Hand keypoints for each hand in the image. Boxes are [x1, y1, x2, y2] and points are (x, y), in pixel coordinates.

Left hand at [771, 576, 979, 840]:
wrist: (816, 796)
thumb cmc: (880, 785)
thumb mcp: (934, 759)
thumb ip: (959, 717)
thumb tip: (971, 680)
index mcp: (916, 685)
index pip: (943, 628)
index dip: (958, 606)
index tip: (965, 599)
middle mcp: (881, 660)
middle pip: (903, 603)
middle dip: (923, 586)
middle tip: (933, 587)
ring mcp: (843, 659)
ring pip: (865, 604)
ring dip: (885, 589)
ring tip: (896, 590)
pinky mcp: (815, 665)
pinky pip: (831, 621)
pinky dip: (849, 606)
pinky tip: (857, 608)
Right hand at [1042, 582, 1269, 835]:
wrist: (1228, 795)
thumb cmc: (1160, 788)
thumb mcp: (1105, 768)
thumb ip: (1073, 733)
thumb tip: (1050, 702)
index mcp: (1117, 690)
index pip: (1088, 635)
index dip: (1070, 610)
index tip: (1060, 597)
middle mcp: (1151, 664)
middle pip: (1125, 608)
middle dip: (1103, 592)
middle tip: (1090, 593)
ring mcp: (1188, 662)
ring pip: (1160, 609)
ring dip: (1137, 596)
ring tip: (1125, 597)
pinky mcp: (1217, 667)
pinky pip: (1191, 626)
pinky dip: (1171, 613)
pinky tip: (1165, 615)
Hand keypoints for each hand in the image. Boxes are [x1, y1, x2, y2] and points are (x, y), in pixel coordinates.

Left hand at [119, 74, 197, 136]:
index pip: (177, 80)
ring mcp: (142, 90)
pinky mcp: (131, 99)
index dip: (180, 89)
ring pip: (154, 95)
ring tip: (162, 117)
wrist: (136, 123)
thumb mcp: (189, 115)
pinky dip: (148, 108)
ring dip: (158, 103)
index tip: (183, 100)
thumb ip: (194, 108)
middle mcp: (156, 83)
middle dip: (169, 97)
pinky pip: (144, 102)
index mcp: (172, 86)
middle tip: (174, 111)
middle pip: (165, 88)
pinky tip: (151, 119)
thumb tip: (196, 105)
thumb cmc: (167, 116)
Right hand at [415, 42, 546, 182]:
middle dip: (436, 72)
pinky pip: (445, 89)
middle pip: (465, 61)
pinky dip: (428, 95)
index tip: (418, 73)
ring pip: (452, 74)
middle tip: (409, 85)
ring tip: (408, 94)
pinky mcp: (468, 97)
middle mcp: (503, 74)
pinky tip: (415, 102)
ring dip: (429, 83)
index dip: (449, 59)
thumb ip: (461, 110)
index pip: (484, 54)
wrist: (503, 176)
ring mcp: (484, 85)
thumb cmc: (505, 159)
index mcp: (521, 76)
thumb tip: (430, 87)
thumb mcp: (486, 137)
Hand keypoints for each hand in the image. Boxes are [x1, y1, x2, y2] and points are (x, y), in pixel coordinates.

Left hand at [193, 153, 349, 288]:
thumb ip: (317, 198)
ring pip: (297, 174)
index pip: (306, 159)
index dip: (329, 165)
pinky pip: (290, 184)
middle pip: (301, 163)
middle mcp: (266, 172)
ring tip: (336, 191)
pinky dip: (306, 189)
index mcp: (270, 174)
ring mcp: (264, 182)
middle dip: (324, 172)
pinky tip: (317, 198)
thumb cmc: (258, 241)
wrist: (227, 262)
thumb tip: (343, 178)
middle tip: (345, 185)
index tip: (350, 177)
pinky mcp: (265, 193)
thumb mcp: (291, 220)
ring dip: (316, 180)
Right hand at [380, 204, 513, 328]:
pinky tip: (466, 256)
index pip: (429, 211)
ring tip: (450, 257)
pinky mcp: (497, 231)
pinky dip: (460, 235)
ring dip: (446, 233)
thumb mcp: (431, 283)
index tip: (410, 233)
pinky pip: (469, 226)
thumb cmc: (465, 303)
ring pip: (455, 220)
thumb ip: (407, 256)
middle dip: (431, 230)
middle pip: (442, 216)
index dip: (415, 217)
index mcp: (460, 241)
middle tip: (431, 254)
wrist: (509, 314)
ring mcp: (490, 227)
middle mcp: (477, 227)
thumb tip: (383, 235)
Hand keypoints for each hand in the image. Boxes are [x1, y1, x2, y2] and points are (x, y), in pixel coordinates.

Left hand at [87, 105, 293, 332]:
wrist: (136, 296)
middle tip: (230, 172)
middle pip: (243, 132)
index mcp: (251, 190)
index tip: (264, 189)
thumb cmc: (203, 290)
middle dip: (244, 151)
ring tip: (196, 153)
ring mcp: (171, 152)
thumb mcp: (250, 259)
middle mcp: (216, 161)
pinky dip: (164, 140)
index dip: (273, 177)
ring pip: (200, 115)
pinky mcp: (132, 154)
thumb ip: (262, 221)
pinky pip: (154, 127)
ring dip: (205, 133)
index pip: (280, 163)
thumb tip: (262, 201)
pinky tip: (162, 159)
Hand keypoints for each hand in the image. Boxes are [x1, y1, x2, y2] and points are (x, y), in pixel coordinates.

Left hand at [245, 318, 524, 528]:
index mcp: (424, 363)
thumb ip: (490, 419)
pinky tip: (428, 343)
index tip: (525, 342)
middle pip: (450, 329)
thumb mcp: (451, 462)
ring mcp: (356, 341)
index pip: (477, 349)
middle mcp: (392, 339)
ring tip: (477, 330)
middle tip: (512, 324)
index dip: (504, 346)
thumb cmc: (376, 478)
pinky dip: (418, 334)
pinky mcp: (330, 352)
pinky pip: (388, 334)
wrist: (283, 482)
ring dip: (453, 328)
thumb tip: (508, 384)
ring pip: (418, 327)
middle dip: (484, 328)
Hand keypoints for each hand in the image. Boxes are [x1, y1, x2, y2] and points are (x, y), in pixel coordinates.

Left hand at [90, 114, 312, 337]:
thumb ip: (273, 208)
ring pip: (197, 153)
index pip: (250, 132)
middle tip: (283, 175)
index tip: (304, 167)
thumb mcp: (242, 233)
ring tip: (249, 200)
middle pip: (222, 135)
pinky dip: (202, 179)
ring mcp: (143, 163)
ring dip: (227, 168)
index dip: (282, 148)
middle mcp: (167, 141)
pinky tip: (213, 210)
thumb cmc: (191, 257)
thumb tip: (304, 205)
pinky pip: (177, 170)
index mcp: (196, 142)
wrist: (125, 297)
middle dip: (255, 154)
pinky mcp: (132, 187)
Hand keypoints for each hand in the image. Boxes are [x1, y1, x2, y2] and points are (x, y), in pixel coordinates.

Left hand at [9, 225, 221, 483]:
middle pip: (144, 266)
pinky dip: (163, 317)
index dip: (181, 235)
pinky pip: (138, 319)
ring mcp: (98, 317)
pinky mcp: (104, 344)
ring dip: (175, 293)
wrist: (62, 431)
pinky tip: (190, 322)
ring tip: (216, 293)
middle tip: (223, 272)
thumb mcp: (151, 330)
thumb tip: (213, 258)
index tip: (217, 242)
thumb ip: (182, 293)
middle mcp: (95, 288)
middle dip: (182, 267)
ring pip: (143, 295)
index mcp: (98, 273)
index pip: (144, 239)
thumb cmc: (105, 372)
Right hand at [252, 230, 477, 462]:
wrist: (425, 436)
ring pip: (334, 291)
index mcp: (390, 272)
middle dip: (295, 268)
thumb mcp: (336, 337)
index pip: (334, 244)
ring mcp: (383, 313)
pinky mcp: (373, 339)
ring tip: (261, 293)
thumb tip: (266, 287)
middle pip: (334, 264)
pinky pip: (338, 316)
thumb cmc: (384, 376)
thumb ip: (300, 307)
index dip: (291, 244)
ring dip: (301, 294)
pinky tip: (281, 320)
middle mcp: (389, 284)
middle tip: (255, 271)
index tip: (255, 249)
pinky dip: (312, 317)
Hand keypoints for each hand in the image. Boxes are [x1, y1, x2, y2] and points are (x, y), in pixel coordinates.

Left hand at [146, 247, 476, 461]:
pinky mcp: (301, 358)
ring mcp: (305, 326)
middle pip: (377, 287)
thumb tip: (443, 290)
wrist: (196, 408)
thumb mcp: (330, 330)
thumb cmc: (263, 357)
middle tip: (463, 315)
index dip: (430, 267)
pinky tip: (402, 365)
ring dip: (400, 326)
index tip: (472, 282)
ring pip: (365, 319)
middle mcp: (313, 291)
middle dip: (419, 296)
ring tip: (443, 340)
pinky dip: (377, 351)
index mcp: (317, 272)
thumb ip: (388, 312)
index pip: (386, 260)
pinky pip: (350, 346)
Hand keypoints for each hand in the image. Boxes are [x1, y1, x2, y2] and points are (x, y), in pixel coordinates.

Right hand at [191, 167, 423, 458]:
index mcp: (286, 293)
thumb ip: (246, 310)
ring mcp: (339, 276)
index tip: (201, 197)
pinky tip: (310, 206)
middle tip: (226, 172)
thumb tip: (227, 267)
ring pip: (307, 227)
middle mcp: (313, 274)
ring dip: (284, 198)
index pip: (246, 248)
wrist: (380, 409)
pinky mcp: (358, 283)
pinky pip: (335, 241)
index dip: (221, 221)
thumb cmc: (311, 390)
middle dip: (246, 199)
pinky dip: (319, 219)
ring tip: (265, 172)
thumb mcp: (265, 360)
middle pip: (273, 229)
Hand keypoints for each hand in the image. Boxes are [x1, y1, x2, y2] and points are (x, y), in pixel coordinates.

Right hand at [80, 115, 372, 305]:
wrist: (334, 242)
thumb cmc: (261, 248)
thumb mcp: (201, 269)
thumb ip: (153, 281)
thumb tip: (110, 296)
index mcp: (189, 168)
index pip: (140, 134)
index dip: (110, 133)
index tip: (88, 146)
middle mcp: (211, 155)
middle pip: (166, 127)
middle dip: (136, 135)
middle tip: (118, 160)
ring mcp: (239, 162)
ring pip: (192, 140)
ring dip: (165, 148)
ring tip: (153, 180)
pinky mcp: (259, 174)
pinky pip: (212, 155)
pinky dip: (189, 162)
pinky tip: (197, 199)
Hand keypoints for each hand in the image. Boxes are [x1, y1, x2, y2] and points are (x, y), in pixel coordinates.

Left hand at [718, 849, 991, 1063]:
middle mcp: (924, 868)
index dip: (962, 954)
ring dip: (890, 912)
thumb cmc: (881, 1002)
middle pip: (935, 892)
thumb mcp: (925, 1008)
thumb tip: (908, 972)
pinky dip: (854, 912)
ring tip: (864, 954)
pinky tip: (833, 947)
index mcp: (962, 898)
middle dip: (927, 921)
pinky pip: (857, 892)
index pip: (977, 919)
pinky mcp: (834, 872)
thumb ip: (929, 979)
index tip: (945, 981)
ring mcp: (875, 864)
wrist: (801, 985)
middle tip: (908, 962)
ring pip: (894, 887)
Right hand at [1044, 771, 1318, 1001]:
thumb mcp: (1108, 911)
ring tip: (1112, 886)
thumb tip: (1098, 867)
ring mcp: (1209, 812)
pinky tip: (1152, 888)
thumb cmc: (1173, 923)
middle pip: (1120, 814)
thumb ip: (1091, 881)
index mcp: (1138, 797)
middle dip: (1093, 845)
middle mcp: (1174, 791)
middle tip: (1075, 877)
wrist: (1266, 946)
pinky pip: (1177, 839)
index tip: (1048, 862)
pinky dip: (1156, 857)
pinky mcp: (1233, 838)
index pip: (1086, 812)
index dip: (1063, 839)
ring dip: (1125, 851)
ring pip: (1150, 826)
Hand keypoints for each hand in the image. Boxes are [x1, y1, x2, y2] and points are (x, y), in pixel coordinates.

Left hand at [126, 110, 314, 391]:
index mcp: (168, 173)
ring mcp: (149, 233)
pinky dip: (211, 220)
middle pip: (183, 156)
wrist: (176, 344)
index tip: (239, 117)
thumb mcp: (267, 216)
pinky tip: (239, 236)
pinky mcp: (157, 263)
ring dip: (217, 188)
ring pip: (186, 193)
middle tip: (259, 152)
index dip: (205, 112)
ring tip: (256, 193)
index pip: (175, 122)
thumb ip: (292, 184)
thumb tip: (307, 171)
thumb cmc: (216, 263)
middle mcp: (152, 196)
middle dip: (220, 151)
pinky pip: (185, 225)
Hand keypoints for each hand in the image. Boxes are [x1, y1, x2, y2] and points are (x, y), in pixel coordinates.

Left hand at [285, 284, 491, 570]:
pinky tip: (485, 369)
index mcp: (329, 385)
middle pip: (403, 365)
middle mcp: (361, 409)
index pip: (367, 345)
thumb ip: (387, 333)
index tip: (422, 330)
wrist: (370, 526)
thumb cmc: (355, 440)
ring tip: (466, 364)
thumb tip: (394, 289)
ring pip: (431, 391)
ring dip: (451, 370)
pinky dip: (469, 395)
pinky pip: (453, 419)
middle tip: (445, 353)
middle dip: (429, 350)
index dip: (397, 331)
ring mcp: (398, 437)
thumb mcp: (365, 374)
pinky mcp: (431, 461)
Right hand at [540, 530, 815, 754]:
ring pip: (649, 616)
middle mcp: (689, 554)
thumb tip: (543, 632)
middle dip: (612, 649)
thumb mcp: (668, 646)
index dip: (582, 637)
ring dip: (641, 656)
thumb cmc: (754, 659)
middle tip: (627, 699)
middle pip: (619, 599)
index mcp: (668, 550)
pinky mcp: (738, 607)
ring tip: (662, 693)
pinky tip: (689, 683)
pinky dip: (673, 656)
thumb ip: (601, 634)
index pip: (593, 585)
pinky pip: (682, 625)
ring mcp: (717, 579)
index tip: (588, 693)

==========

■ **What to work on**
Among the records above, which lines hold the word "Right"? Copy each one.

■ **Answer for the task**
Right hand at [1042, 582, 1269, 835]:
Right hand at [415, 42, 546, 182]:
Right hand at [380, 204, 513, 328]:
Right hand at [252, 230, 477, 462]:
Right hand at [191, 167, 423, 458]:
Right hand at [80, 115, 372, 305]:
Right hand at [1044, 771, 1318, 1001]:
Right hand at [540, 530, 815, 754]:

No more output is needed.